=== Work request ===
Work out how many lines in the data hold the string "edges". Reply with only that number.

··· Entries provided

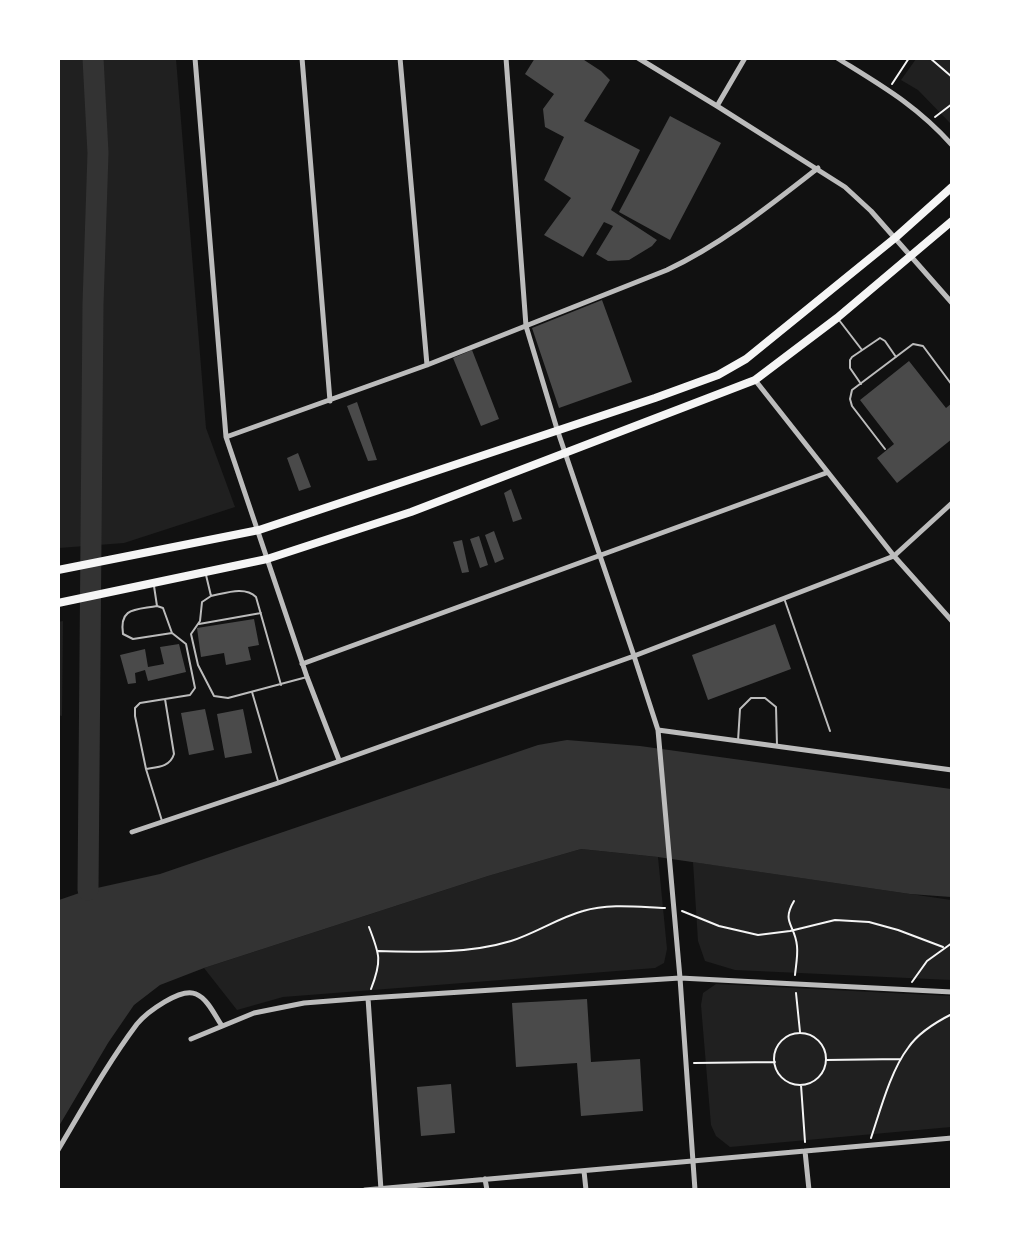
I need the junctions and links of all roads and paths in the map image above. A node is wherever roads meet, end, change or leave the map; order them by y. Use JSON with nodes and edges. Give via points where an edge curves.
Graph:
{"nodes":[{"id":1,"x":195,"y":58,"type":"edge"},
{"id":2,"x":302,"y":58,"type":"edge"},
{"id":3,"x":400,"y":58,"type":"edge"},
{"id":4,"x":506,"y":58,"type":"edge"},
{"id":5,"x":638,"y":58,"type":"edge"},
{"id":6,"x":745,"y":58,"type":"edge"},
{"id":7,"x":837,"y":58,"type":"edge"},
{"id":8,"x":909,"y":58,"type":"edge"},
{"id":9,"x":930,"y":58,"type":"edge"},
{"id":10,"x":951,"y":77,"type":"edge"},
{"id":11,"x":889,"y":90,"type":"junction"},
{"id":12,"x":951,"y":104,"type":"edge"},
{"id":13,"x":717,"y":106,"type":"junction"},
{"id":14,"x":930,"y":122,"type":"junction"},
{"id":15,"x":951,"y":145,"type":"edge"},
{"id":16,"x":818,"y":168,"type":"junction"},
{"id":17,"x":951,"y":187,"type":"edge"},
{"id":18,"x":951,"y":221,"type":"edge"},
{"id":19,"x":895,"y":238,"type":"junction"},
{"id":20,"x":911,"y":256,"type":"junction"},
{"id":21,"x":951,"y":303,"type":"edge"},
{"id":22,"x":837,"y":318,"type":"junction"},
{"id":23,"x":526,"y":326,"type":"junction"},
{"id":24,"x":862,"y":350,"type":"junction"},
{"id":25,"x":896,"y":357,"type":"junction"},
{"id":26,"x":427,"y":365,"type":"junction"},
{"id":27,"x":755,"y":380,"type":"junction"},
{"id":28,"x":861,"y":384,"type":"junction"},
{"id":29,"x":951,"y":385,"type":"edge"},
{"id":30,"x":330,"y":401,"type":"junction"},
{"id":31,"x":557,"y":429,"type":"junction"},
{"id":32,"x":226,"y":438,"type":"junction"},
{"id":33,"x":885,"y":449,"type":"dead end"},
{"id":34,"x":565,"y":454,"type":"junction"},
{"id":35,"x":826,"y":473,"type":"junction"},
{"id":36,"x":951,"y":503,"type":"edge"},
{"id":37,"x":259,"y":530,"type":"junction"},
{"id":38,"x":601,"y":555,"type":"junction"},
{"id":39,"x":894,"y":556,"type":"junction"},
{"id":40,"x":267,"y":559,"type":"junction"},
{"id":41,"x":58,"y":570,"type":"edge"},
{"id":42,"x":205,"y":572,"type":"junction"},
{"id":43,"x":153,"y":584,"type":"junction"},
{"id":44,"x":211,"y":596,"type":"junction"},
{"id":45,"x":784,"y":598,"type":"junction"},
{"id":46,"x":58,"y":603,"type":"edge"},
{"id":47,"x":157,"y":606,"type":"junction"},
{"id":48,"x":261,"y":613,"type":"junction"},
{"id":49,"x":951,"y":621,"type":"edge"},
{"id":50,"x":200,"y":624,"type":"junction"},
{"id":51,"x":172,"y":633,"type":"junction"},
{"id":52,"x":634,"y":656,"type":"junction"},
{"id":53,"x":302,"y":664,"type":"junction"},
{"id":54,"x":307,"y":677,"type":"junction"},
{"id":55,"x":281,"y":685,"type":"junction"},
{"id":56,"x":252,"y":692,"type":"junction"},
{"id":57,"x":165,"y":699,"type":"junction"},
{"id":58,"x":658,"y":730,"type":"junction"},
{"id":59,"x":830,"y":731,"type":"dead end"},
{"id":60,"x":738,"y":741,"type":"junction"},
{"id":61,"x":777,"y":746,"type":"junction"},
{"id":62,"x":339,"y":760,"type":"junction"},
{"id":63,"x":146,"y":770,"type":"junction"},
{"id":64,"x":951,"y":770,"type":"edge"},
{"id":65,"x":278,"y":783,"type":"junction"},
{"id":66,"x":162,"y":822,"type":"junction"},
{"id":67,"x":132,"y":832,"type":"dead end"},
{"id":68,"x":794,"y":901,"type":"dead end"},
{"id":69,"x":674,"y":908,"type":"junction"},
{"id":70,"x":369,"y":927,"type":"dead end"},
{"id":71,"x":793,"y":930,"type":"junction"},
{"id":72,"x":951,"y":943,"type":"edge"},
{"id":73,"x":943,"y":948,"type":"junction"},
{"id":74,"x":378,"y":951,"type":"junction"},
{"id":75,"x":680,"y":978,"type":"junction"},
{"id":76,"x":795,"y":984,"type":"junction"},
{"id":77,"x":907,"y":990,"type":"junction"},
{"id":78,"x":951,"y":992,"type":"edge"},
{"id":79,"x":368,"y":998,"type":"junction"},
{"id":80,"x":951,"y":1014,"type":"edge"},
{"id":81,"x":222,"y":1026,"type":"junction"},
{"id":82,"x":800,"y":1033,"type":"junction"},
{"id":83,"x":191,"y":1039,"type":"dead end"},
{"id":84,"x":902,"y":1059,"type":"junction"},
{"id":85,"x":826,"y":1060,"type":"junction"},
{"id":86,"x":775,"y":1062,"type":"junction"},
{"id":87,"x":686,"y":1064,"type":"junction"},
{"id":88,"x":801,"y":1085,"type":"junction"},
{"id":89,"x":951,"y":1138,"type":"edge"},
{"id":90,"x":868,"y":1146,"type":"junction"},
{"id":91,"x":58,"y":1150,"type":"edge"},
{"id":92,"x":805,"y":1151,"type":"junction"},
{"id":93,"x":693,"y":1161,"type":"junction"},
{"id":94,"x":584,"y":1171,"type":"junction"},
{"id":95,"x":485,"y":1179,"type":"junction"},
{"id":96,"x":380,"y":1189,"type":"edge"},
{"id":97,"x":365,"y":1190,"type":"edge"},
{"id":98,"x":486,"y":1190,"type":"edge"},
{"id":99,"x":586,"y":1190,"type":"edge"},
{"id":100,"x":695,"y":1190,"type":"edge"},
{"id":101,"x":809,"y":1190,"type":"edge"}],
"edges":[{"from":1,"to":32,"type":"street"},
{"from":2,"to":30,"type":"street"},
{"from":3,"to":26,"type":"street"},
{"from":4,"to":23,"type":"street"},
{"from":5,"to":13,"type":"street"},
{"from":6,"to":13,"type":"street"},
{"from":7,"to":11,"type":"street"},
{"from":8,"to":11,"type":"path"},
{"from":9,"to":10,"type":"path"},
{"from":11,"to":14,"type":"street"},
{"from":12,"to":14,"type":"path"},
{"from":13,"to":16,"type":"street"},
{"from":14,"to":15,"type":"street"},
{"from":16,"to":19,"type":"street","via":[[845,187]]},
{"from":16,"to":23,"type":"street","via":[[697,256]]},
{"from":17,"to":19,"type":"main road"},
{"from":18,"to":20,"type":"main road"},
{"from":19,"to":20,"type":"street"},
{"from":19,"to":31,"type":"main road","via":[[746,359],[718,375]]},
{"from":20,"to":21,"type":"street"},
{"from":20,"to":22,"type":"main road"},
{"from":22,"to":24,"type":"lane"},
{"from":22,"to":27,"type":"main road"},
{"from":23,"to":26,"type":"street"},
{"from":23,"to":31,"type":"street"},
{"from":24,"to":25,"type":"lane","via":[[882,338]]},
{"from":24,"to":28,"type":"lane","via":[[849,364]]},
{"from":25,"to":28,"type":"lane"},
{"from":25,"to":29,"type":"lane","via":[[913,344],[923,346]]},
{"from":26,"to":30,"type":"street"},
{"from":27,"to":34,"type":"main road"},
{"from":27,"to":35,"type":"street"},
{"from":28,"to":33,"type":"lane","via":[[850,395],[852,406]]},
{"from":30,"to":32,"type":"street"},
{"from":31,"to":34,"type":"street"},
{"from":31,"to":37,"type":"main road"},
{"from":32,"to":37,"type":"street"},
{"from":34,"to":38,"type":"street"},
{"from":34,"to":40,"type":"main road","via":[[411,512]]},
{"from":35,"to":38,"type":"street"},
{"from":35,"to":39,"type":"street"},
{"from":36,"to":39,"type":"street"},
{"from":37,"to":40,"type":"street"},
{"from":37,"to":41,"type":"main road"},
{"from":38,"to":52,"type":"street"},
{"from":38,"to":53,"type":"street"},
{"from":39,"to":45,"type":"street"},
{"from":39,"to":49,"type":"street"},
{"from":40,"to":42,"type":"main road"},
{"from":40,"to":53,"type":"street"},
{"from":42,"to":43,"type":"main road"},
{"from":42,"to":44,"type":"lane"},
{"from":43,"to":46,"type":"main road"},
{"from":43,"to":47,"type":"lane"},
{"from":44,"to":48,"type":"lane","via":[[252,592]]},
{"from":44,"to":50,"type":"lane","via":[[202,602]]},
{"from":45,"to":52,"type":"street"},
{"from":45,"to":59,"type":"lane"},
{"from":47,"to":51,"type":"lane","via":[[165,612]]},
{"from":47,"to":51,"type":"lane","via":[[124,615],[123,634],[133,639]]},
{"from":48,"to":50,"type":"lane"},
{"from":48,"to":55,"type":"lane"},
{"from":50,"to":56,"type":"lane","via":[[192,634],[198,664],[214,696],[228,698]]},
{"from":51,"to":57,"type":"lane","via":[[186,644],[195,688],[190,695]]},
{"from":52,"to":58,"type":"street"},
{"from":52,"to":62,"type":"street"},
{"from":53,"to":54,"type":"street"},
{"from":54,"to":55,"type":"lane"},
{"from":54,"to":62,"type":"street"},
{"from":55,"to":56,"type":"lane"},
{"from":56,"to":65,"type":"lane"},
{"from":57,"to":63,"type":"lane","via":[[174,754],[165,765]]},
{"from":57,"to":63,"type":"lane","via":[[140,703],[135,708]]},
{"from":58,"to":60,"type":"street"},
{"from":58,"to":69,"type":"street"},
{"from":60,"to":61,"type":"street"},
{"from":60,"to":61,"type":"lane","via":[[740,709],[751,698],[765,698],[776,706]]},
{"from":61,"to":64,"type":"street"},
{"from":62,"to":65,"type":"street"},
{"from":63,"to":66,"type":"lane"},
{"from":65,"to":66,"type":"street"},
{"from":66,"to":67,"type":"street"},
{"from":68,"to":71,"type":"path","via":[[787,912]]},
{"from":69,"to":71,"type":"path","via":[[719,926],[758,935]]},
{"from":69,"to":74,"type":"path","via":[[603,907],[583,911],[511,941],[446,951]]},
{"from":69,"to":75,"type":"street"},
{"from":70,"to":74,"type":"path"},
{"from":71,"to":73,"type":"path","via":[[835,920],[869,922]]},
{"from":71,"to":76,"type":"path","via":[[798,948]]},
{"from":72,"to":73,"type":"path"},
{"from":73,"to":77,"type":"path","via":[[927,961]]},
{"from":74,"to":79,"type":"path","via":[[379,968]]},
{"from":75,"to":76,"type":"street"},
{"from":75,"to":79,"type":"street"},
{"from":75,"to":87,"type":"street"},
{"from":76,"to":77,"type":"street"},
{"from":76,"to":82,"type":"path"},
{"from":77,"to":78,"type":"street"},
{"from":79,"to":81,"type":"street","via":[[304,1003],[254,1013]]},
{"from":79,"to":96,"type":"street"},
{"from":80,"to":84,"type":"path","via":[[929,1028]]},
{"from":81,"to":83,"type":"street"},
{"from":81,"to":91,"type":"street","via":[[206,1002],[187,992],[139,1022]]},
{"from":82,"to":85,"type":"path","via":[[822,1044]]},
{"from":82,"to":86,"type":"path","via":[[778,1045]]},
{"from":84,"to":85,"type":"path"},
{"from":84,"to":90,"type":"path","via":[[887,1088]]},
{"from":85,"to":88,"type":"path","via":[[820,1076]]},
{"from":86,"to":87,"type":"path"},
{"from":86,"to":88,"type":"path","via":[[782,1077]]},
{"from":87,"to":93,"type":"street"},
{"from":88,"to":92,"type":"path"},
{"from":89,"to":90,"type":"street"},
{"from":90,"to":92,"type":"street"},
{"from":92,"to":93,"type":"street"},
{"from":92,"to":101,"type":"street"},
{"from":93,"to":94,"type":"street"},
{"from":93,"to":100,"type":"street"},
{"from":94,"to":95,"type":"street"},
{"from":94,"to":99,"type":"street"},
{"from":95,"to":96,"type":"street"},
{"from":95,"to":98,"type":"street"},
{"from":96,"to":97,"type":"street"}]}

······

=== Output for this task ===
2